*EXERCISE OBJECTIVE:*
In the records below, find the line that contains "ring pip: (522, 337)" and repeat it, along with each line after it, exactly as written.

==== DATA TO EXAMINE

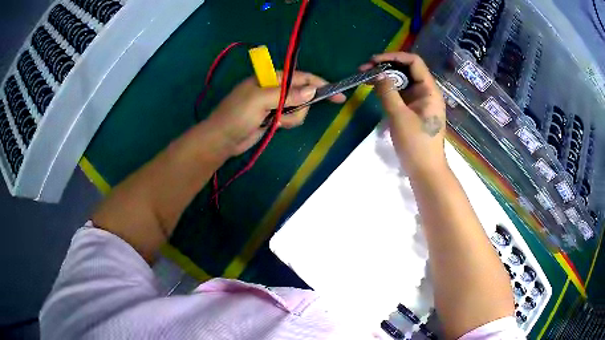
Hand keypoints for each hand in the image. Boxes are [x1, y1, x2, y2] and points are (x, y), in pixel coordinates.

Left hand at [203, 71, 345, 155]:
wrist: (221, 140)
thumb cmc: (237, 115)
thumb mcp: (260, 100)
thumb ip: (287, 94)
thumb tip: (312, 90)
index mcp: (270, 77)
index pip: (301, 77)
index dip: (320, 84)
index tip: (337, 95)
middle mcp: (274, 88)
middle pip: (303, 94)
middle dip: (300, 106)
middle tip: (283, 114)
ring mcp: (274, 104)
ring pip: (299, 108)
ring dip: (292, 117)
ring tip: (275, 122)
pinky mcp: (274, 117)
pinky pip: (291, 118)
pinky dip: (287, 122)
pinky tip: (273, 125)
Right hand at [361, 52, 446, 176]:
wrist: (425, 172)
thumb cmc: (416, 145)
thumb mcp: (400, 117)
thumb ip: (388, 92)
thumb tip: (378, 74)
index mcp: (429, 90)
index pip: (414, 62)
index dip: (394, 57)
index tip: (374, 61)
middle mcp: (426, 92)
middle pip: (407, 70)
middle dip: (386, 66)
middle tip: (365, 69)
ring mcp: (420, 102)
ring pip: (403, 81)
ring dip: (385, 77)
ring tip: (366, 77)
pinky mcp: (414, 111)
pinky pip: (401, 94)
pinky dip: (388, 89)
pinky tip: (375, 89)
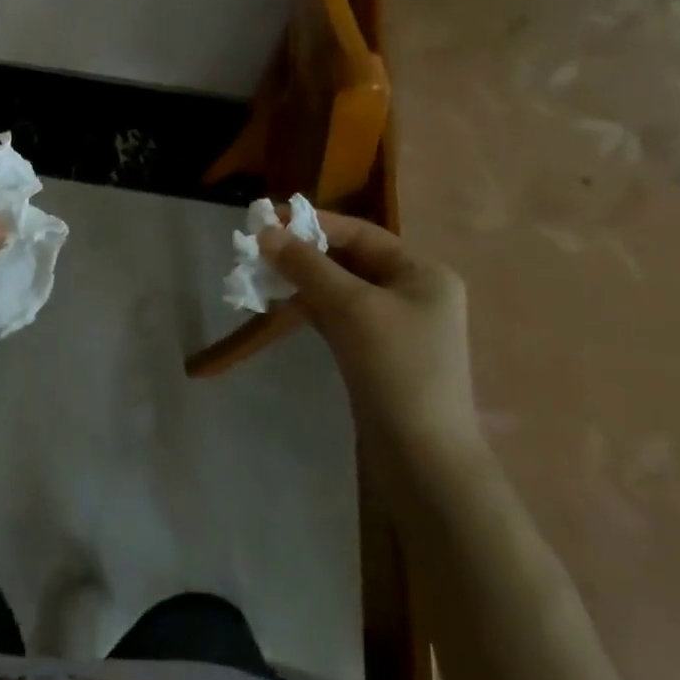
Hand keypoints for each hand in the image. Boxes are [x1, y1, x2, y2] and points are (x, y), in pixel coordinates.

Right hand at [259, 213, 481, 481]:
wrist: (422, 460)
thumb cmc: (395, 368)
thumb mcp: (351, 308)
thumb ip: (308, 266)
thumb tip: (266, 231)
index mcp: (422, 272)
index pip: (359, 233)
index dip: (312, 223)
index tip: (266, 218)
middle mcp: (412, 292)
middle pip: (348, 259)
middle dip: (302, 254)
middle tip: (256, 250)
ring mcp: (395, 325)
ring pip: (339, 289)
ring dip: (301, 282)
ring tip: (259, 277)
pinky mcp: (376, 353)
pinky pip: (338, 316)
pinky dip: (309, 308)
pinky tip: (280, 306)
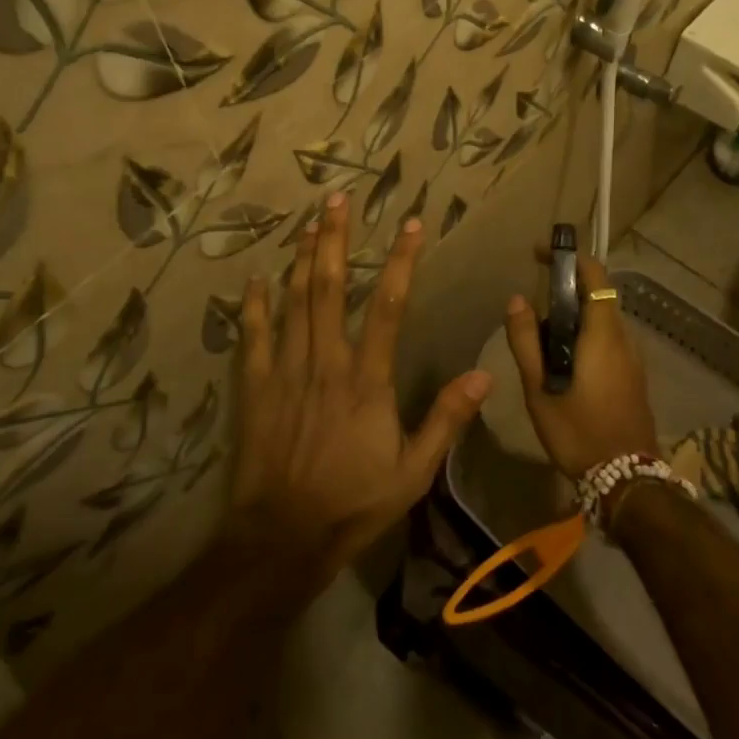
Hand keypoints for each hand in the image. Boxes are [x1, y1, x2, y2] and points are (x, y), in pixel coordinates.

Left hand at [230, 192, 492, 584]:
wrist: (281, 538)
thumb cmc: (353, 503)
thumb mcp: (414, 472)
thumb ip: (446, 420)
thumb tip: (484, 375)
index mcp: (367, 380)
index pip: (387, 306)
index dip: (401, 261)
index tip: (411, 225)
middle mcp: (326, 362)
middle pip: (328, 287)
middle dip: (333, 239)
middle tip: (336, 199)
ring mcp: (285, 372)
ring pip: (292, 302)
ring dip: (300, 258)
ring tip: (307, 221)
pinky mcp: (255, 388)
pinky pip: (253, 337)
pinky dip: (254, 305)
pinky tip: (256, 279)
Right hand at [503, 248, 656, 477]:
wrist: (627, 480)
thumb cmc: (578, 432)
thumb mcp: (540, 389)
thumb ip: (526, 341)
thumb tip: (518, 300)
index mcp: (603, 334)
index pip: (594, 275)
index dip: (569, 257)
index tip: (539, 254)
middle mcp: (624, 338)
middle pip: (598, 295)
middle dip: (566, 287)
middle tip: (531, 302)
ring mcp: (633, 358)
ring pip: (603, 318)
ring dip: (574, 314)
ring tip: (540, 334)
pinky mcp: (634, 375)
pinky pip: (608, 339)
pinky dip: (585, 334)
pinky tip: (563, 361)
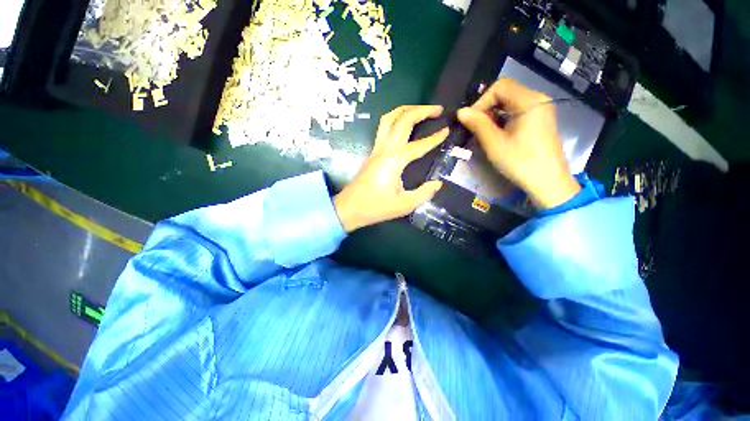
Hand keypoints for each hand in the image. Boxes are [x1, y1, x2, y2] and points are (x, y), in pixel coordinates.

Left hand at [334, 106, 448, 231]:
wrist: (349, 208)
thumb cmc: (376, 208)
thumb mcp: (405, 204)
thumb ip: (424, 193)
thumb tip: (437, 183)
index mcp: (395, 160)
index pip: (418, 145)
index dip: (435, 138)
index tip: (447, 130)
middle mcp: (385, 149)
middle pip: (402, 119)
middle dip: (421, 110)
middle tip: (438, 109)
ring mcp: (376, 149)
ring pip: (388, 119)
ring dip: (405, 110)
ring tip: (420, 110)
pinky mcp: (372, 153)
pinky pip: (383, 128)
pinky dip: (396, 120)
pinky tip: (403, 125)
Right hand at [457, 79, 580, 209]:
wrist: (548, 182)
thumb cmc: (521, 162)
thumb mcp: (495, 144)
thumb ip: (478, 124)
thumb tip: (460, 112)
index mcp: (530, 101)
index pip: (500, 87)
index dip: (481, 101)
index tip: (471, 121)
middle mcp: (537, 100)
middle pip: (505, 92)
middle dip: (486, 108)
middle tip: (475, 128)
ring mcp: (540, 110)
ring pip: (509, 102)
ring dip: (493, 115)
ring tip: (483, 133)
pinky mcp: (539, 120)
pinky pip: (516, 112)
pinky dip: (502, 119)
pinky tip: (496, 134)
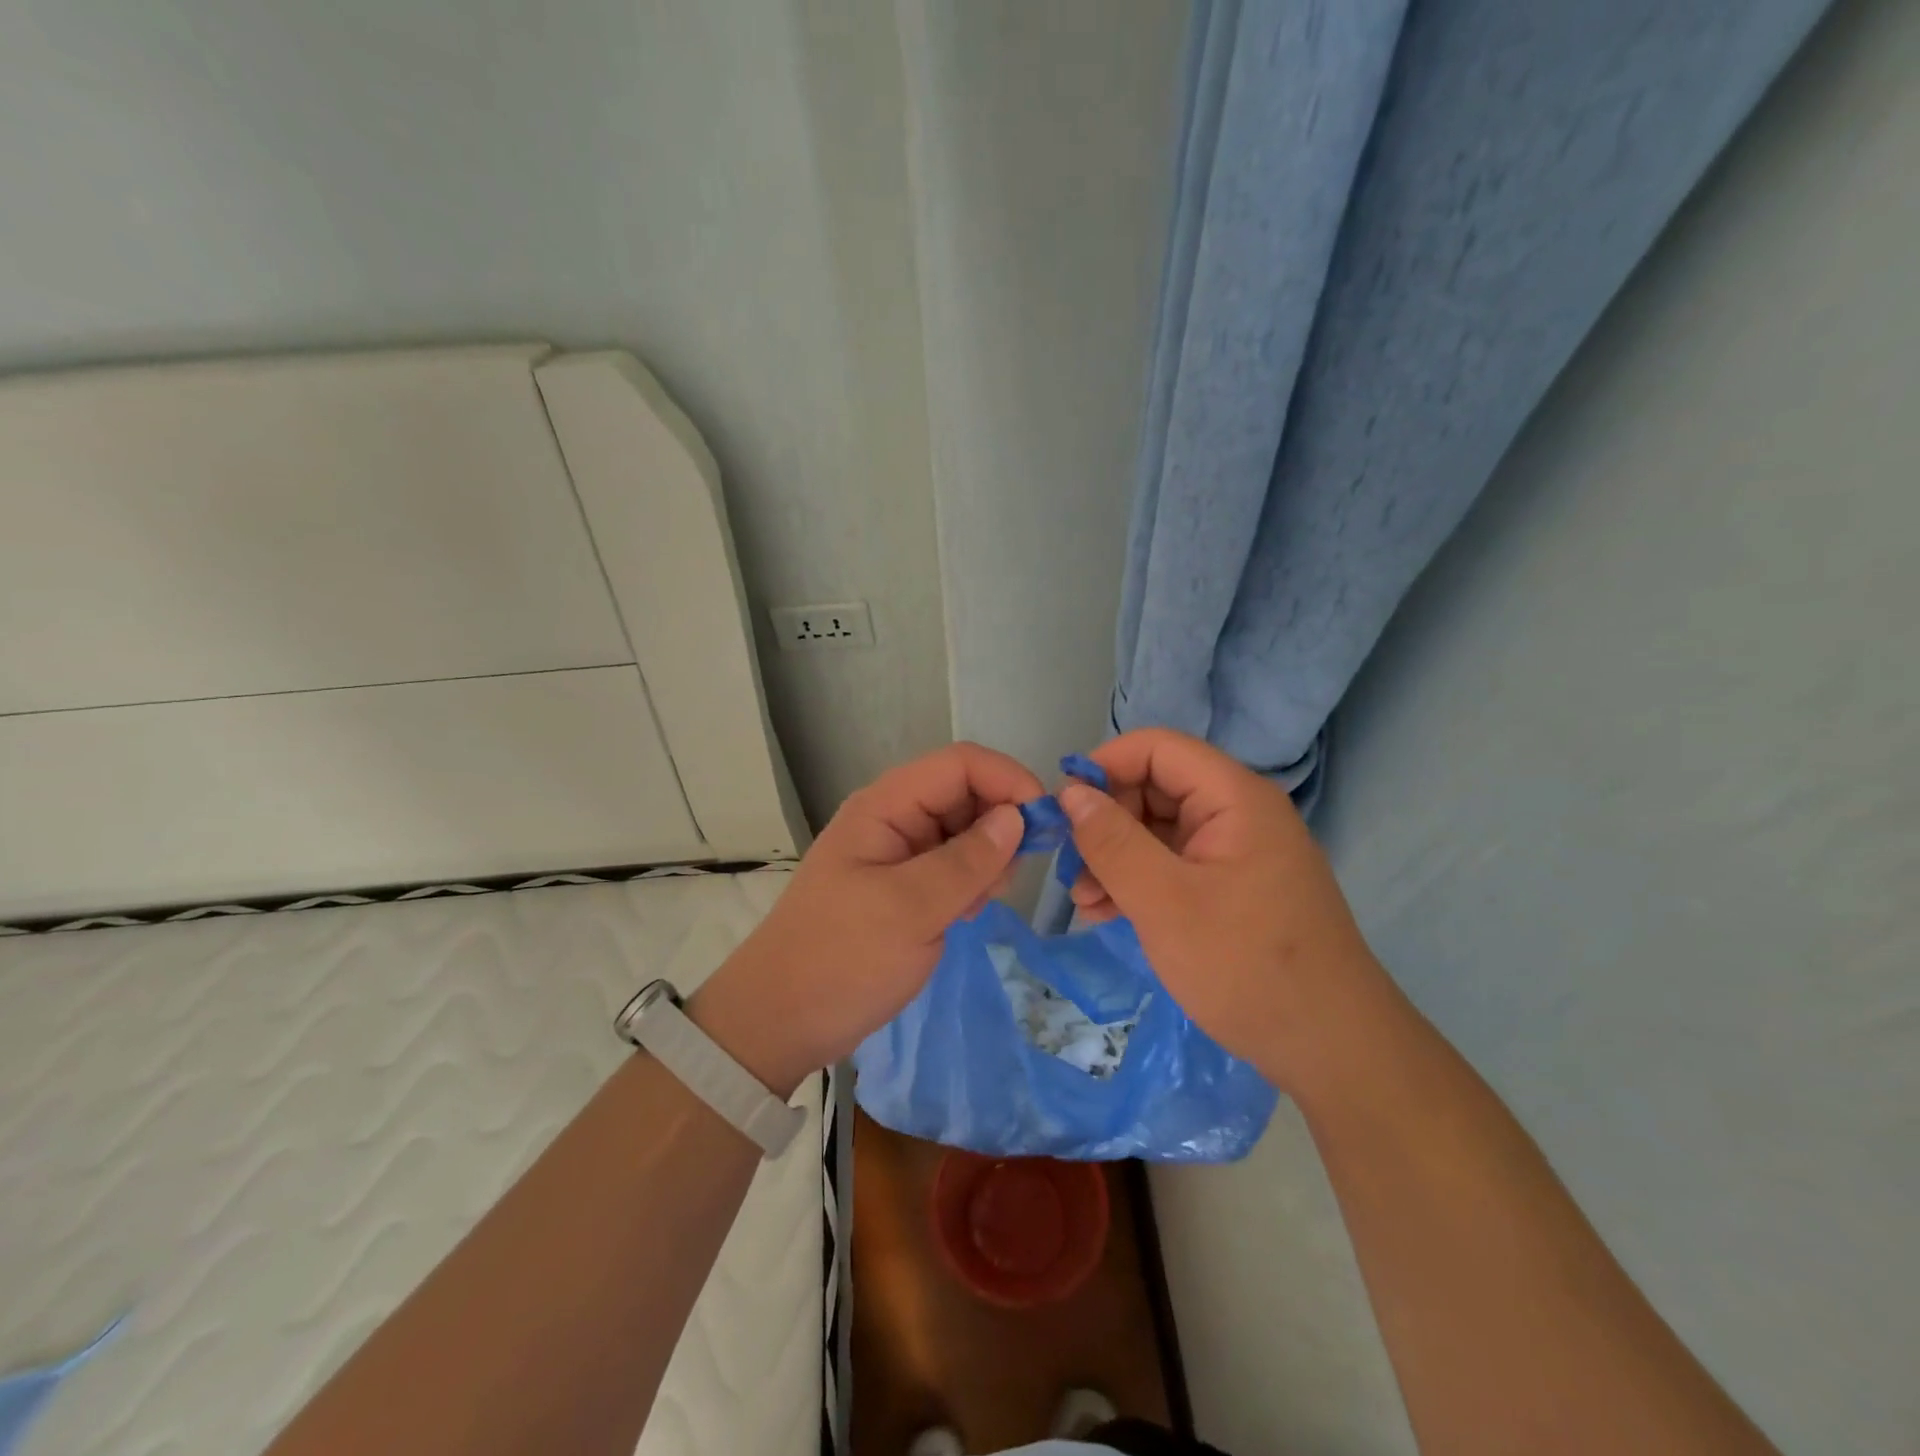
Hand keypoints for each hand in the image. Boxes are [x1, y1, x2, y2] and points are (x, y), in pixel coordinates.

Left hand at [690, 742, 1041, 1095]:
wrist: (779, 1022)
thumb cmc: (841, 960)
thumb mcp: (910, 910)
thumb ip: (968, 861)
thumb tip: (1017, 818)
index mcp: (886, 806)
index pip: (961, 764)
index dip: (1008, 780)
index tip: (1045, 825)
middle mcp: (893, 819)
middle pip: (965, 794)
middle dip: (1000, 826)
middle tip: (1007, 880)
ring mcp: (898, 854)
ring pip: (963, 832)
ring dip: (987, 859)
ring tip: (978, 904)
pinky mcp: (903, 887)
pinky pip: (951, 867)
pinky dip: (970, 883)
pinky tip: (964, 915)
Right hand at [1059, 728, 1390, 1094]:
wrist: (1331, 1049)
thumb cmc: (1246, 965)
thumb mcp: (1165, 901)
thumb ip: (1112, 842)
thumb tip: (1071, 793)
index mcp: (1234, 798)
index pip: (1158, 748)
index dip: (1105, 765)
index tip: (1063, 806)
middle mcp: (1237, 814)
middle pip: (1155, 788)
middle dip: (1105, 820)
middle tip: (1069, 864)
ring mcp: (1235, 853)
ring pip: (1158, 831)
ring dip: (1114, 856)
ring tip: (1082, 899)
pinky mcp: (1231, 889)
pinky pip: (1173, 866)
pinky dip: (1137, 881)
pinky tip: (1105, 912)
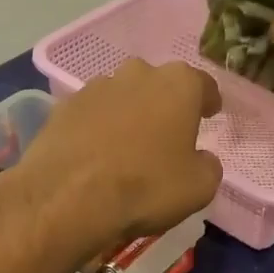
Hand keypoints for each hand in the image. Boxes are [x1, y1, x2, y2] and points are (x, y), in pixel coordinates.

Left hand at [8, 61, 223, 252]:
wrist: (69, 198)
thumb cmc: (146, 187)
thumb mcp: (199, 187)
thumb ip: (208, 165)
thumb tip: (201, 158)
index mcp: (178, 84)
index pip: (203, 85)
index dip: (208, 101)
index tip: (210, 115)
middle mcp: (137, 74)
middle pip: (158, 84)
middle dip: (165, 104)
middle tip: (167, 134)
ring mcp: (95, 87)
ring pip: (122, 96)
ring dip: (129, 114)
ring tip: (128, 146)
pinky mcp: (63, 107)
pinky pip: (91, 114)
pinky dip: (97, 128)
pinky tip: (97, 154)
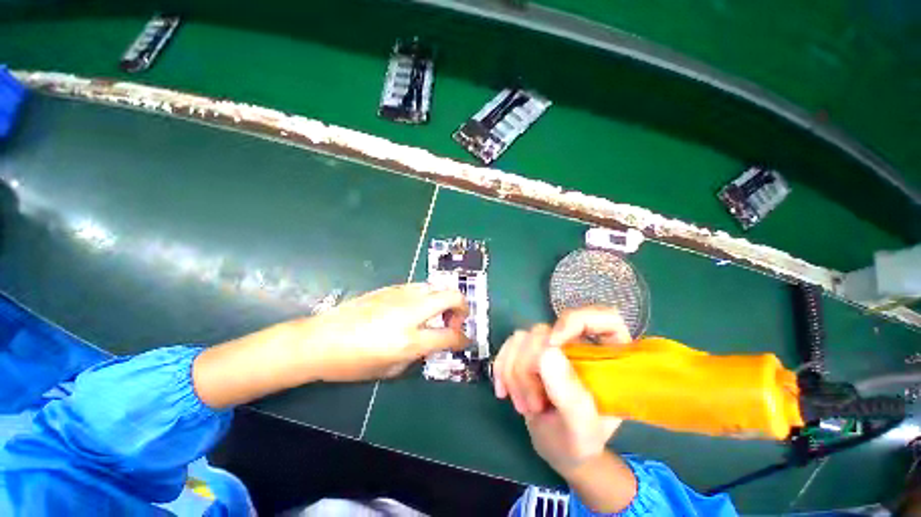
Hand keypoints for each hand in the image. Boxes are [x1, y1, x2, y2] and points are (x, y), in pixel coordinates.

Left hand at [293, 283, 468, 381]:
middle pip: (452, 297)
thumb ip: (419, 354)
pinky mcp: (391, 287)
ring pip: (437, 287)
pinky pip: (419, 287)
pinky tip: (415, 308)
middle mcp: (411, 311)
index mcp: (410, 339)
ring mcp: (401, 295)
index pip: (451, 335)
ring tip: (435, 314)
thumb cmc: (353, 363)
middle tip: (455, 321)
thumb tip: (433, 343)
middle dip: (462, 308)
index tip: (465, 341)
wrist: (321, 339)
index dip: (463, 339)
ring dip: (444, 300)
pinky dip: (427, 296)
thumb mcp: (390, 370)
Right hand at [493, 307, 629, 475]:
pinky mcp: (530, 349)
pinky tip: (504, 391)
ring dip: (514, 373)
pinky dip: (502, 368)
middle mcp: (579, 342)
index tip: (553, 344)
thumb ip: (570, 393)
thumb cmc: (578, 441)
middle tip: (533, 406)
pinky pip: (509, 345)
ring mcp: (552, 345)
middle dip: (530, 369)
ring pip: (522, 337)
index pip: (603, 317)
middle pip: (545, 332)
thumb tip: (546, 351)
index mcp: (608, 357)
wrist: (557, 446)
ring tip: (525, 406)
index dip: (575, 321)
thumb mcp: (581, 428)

========

*WRITTEN ANSWER:*
ring pip: (522, 337)
index pip: (603, 317)
middle pip: (545, 332)
thumb tip: (546, 351)
index mcp: (608, 357)
wrist: (557, 446)
ring tip: (525, 406)
index dip: (575, 321)
thumb mcp: (581, 428)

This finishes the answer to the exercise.